START INPUT DATA

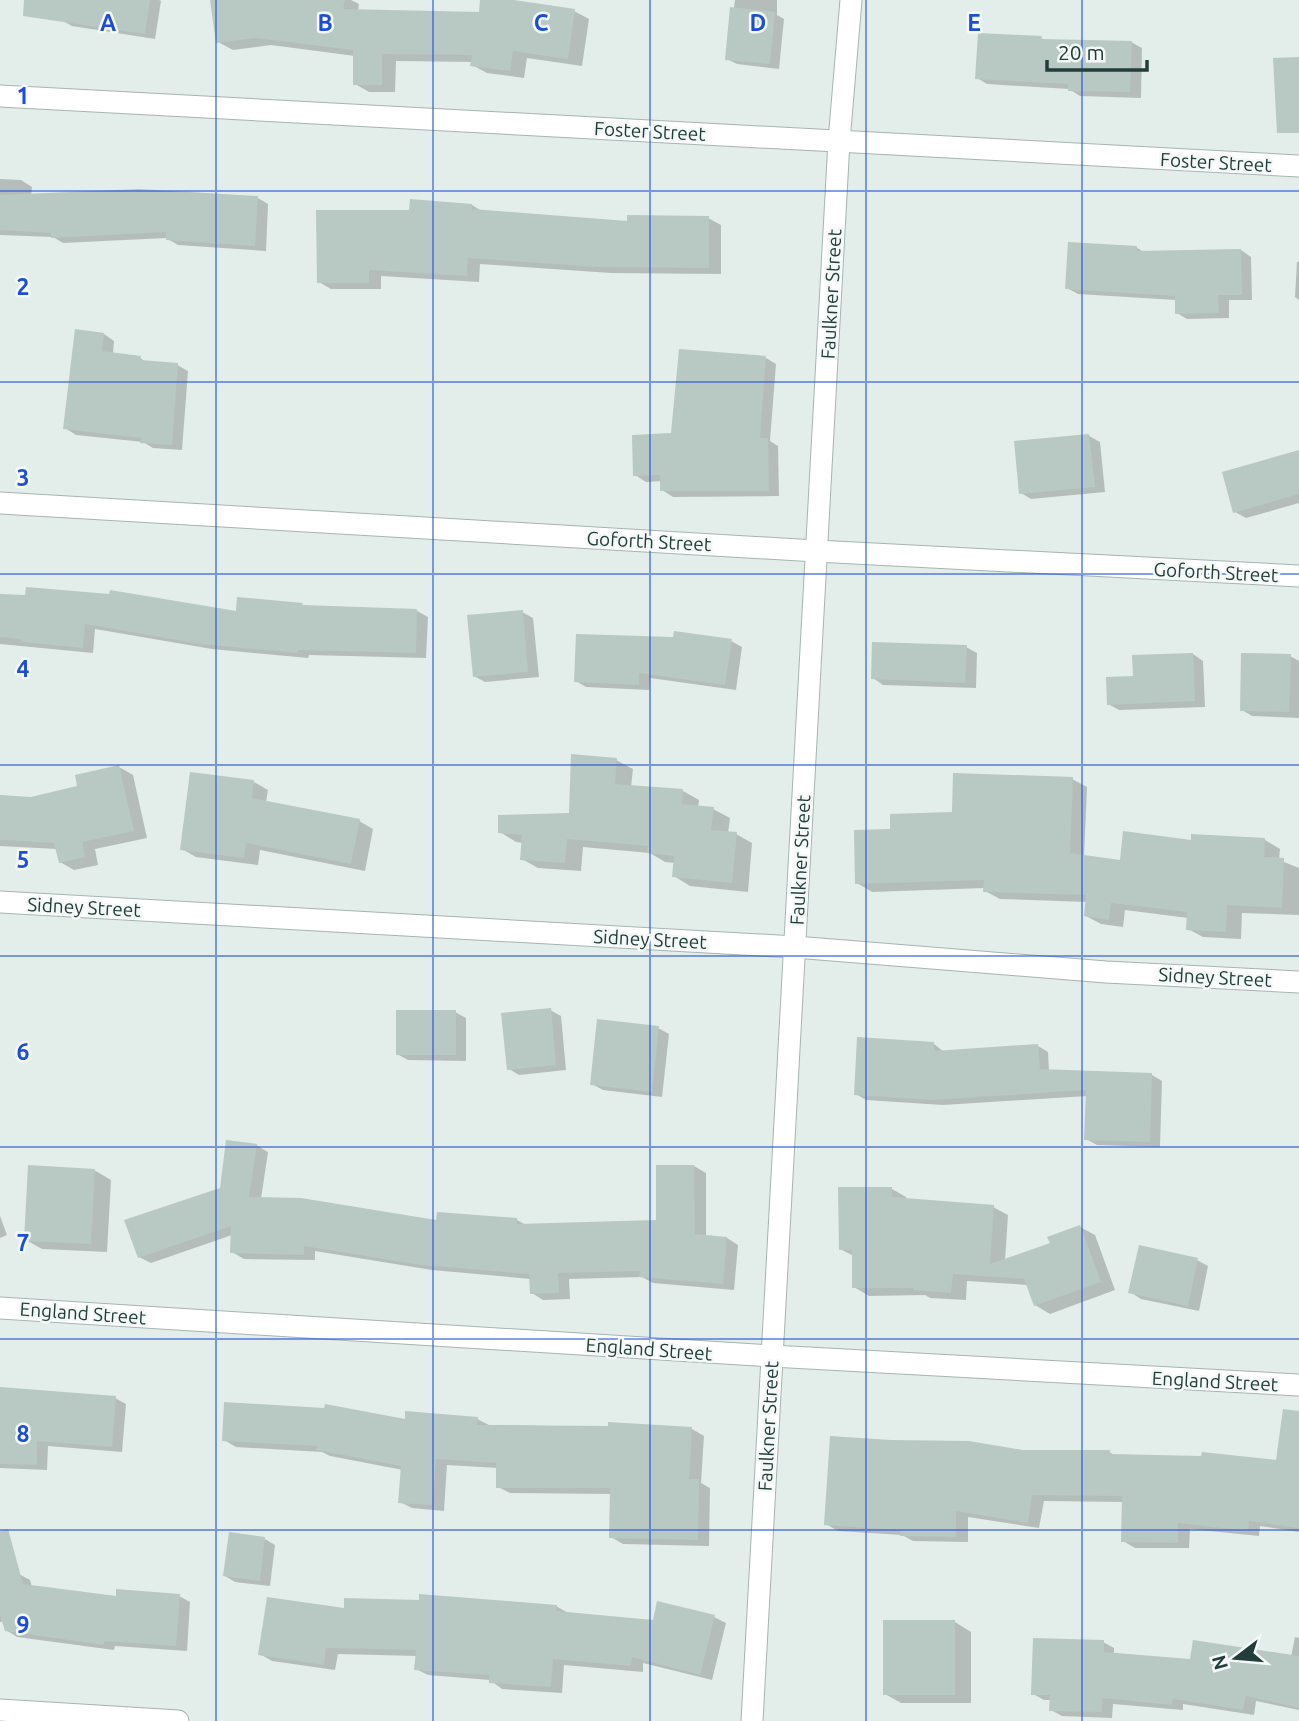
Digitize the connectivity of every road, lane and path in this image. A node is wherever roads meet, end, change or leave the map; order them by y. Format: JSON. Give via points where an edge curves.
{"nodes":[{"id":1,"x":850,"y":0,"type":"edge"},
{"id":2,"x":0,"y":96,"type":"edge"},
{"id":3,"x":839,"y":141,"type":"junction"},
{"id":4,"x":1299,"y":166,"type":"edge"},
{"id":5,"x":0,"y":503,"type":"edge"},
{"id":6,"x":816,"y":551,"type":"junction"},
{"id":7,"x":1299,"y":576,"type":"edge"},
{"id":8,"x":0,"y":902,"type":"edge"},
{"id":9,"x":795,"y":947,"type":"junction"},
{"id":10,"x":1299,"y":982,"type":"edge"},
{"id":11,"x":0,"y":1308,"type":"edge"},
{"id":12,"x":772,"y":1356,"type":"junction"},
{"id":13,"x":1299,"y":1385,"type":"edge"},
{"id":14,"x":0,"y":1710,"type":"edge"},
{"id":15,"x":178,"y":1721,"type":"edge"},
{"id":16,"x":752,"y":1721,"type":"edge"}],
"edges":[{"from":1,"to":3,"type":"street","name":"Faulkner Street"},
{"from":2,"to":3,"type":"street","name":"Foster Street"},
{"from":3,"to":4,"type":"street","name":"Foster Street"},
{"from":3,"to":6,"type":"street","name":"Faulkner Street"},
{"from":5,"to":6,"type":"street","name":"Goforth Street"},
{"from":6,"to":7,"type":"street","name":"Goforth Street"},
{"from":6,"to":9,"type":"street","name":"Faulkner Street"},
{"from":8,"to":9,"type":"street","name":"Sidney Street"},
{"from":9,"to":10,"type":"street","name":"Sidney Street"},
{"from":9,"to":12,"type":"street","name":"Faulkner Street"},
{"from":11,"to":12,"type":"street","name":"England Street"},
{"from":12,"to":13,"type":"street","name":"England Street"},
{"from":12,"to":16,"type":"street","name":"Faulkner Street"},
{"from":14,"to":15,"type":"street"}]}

END INPUT DATA
START INPUT DATA

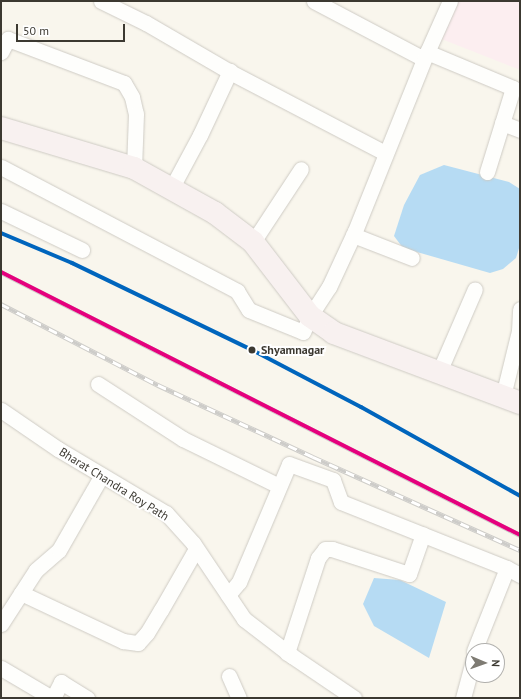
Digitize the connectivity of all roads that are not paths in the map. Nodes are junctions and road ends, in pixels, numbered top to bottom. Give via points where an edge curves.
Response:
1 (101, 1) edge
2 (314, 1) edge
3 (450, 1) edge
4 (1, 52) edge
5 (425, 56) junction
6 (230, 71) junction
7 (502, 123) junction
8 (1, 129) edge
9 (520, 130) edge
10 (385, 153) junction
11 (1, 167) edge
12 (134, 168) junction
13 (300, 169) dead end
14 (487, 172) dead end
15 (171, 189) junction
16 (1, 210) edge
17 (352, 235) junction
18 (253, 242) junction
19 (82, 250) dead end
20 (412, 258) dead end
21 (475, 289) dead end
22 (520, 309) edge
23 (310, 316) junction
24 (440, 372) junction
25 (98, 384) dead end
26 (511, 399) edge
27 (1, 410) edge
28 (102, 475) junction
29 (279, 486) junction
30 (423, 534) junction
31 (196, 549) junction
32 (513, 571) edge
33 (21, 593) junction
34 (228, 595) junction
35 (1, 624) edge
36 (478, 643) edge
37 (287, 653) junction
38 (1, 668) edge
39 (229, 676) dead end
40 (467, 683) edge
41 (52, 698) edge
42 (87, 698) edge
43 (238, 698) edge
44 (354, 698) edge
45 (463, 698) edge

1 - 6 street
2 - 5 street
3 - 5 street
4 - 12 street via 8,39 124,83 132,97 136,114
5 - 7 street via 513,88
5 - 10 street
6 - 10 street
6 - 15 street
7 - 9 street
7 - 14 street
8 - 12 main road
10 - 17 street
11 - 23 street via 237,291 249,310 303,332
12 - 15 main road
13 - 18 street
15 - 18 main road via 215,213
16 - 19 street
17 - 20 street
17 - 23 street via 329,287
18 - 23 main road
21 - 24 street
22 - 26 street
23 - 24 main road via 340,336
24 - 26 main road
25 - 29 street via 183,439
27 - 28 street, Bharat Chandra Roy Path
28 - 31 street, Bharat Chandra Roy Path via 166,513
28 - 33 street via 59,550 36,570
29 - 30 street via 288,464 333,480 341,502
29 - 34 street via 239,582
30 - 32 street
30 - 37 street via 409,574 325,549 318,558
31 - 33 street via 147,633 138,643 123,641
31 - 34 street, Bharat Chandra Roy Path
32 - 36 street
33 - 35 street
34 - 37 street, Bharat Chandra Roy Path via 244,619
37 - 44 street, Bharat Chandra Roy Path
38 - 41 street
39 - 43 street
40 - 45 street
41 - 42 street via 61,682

END INPUT DATA
START INPUT DATA

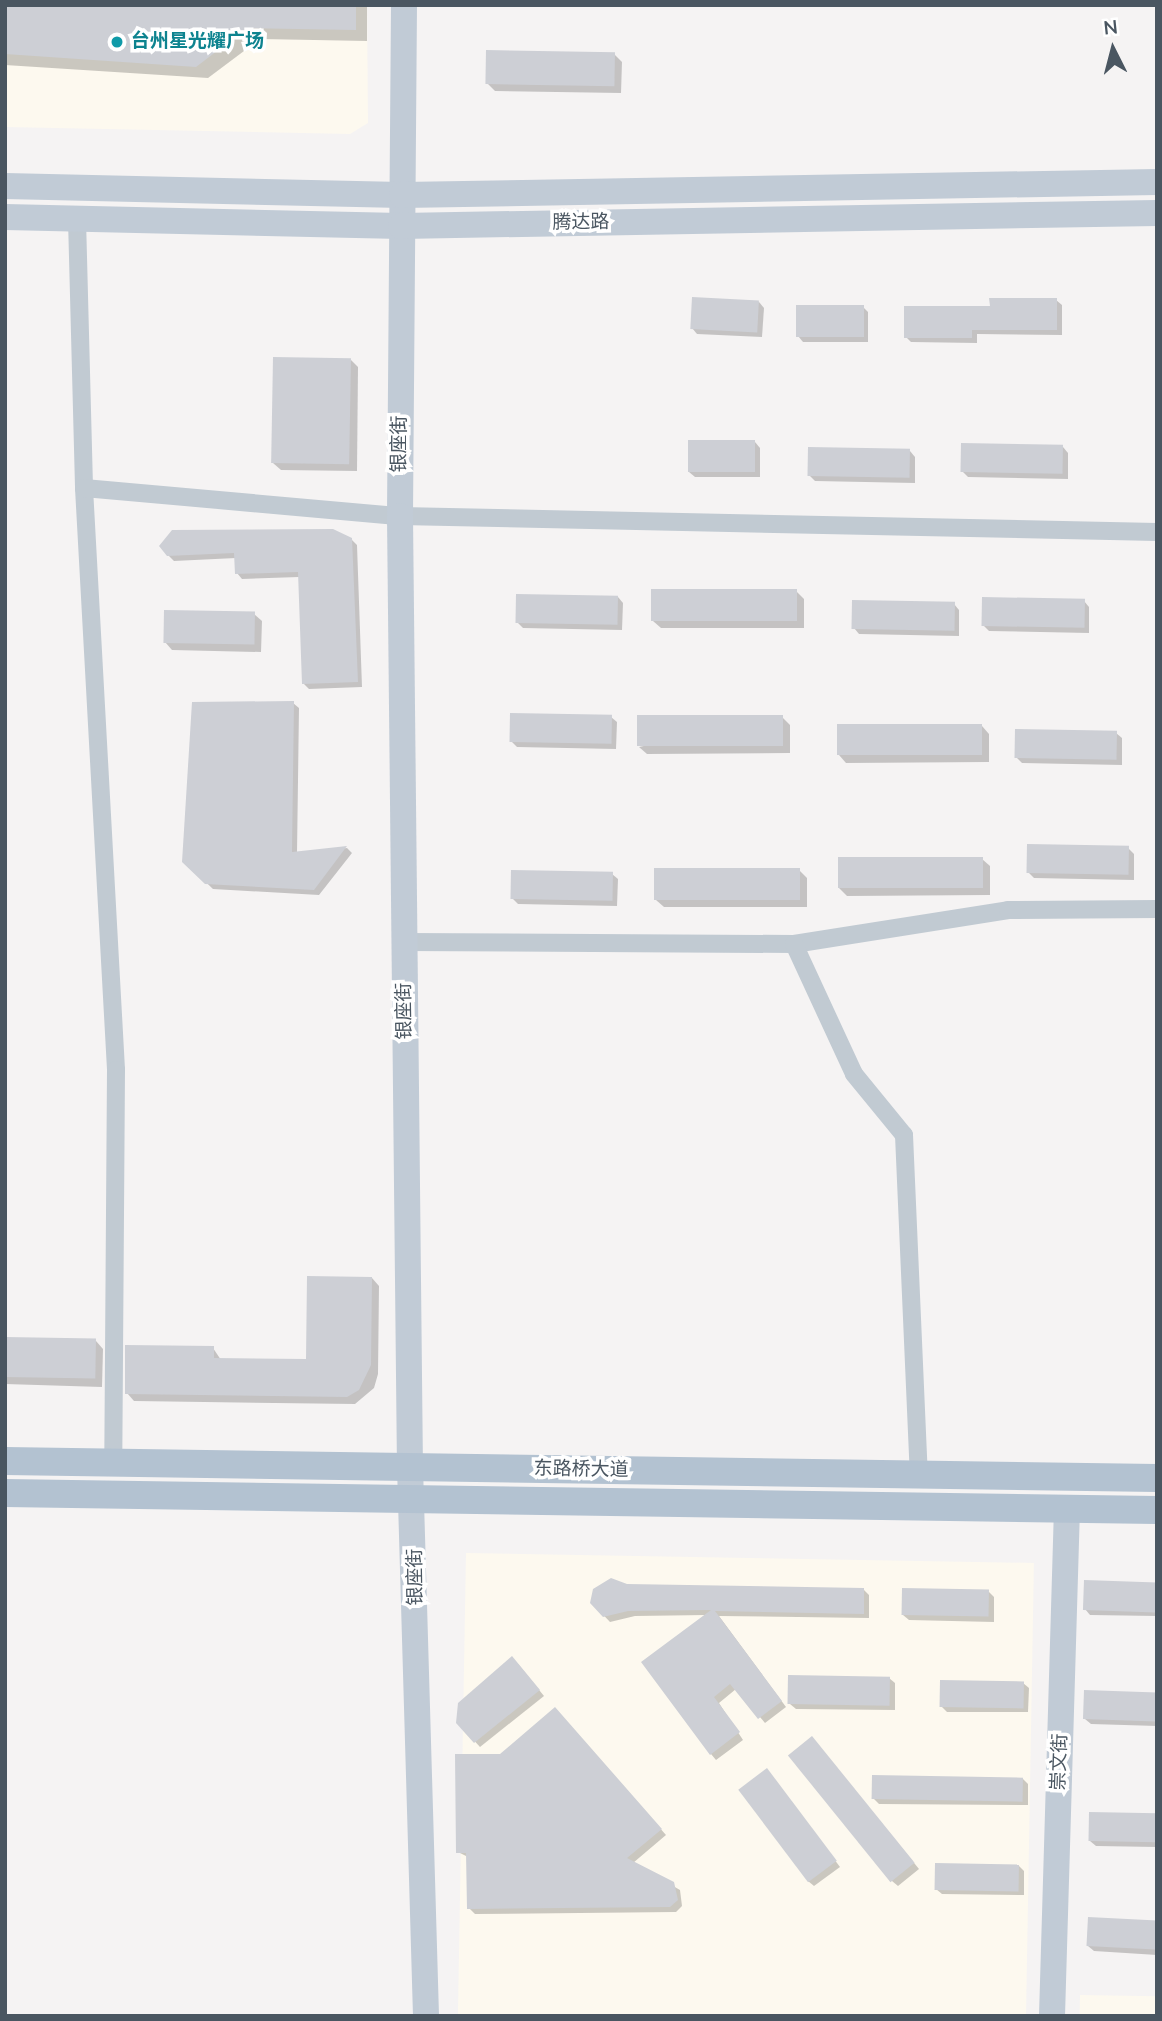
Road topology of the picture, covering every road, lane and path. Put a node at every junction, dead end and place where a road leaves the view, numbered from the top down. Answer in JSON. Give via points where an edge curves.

END INPUT DATA

• **ASSIGNED TASK**:
For the word "numbered", count the lines in the records that contain it. Give the number and no other words.

• **REPLY**:
2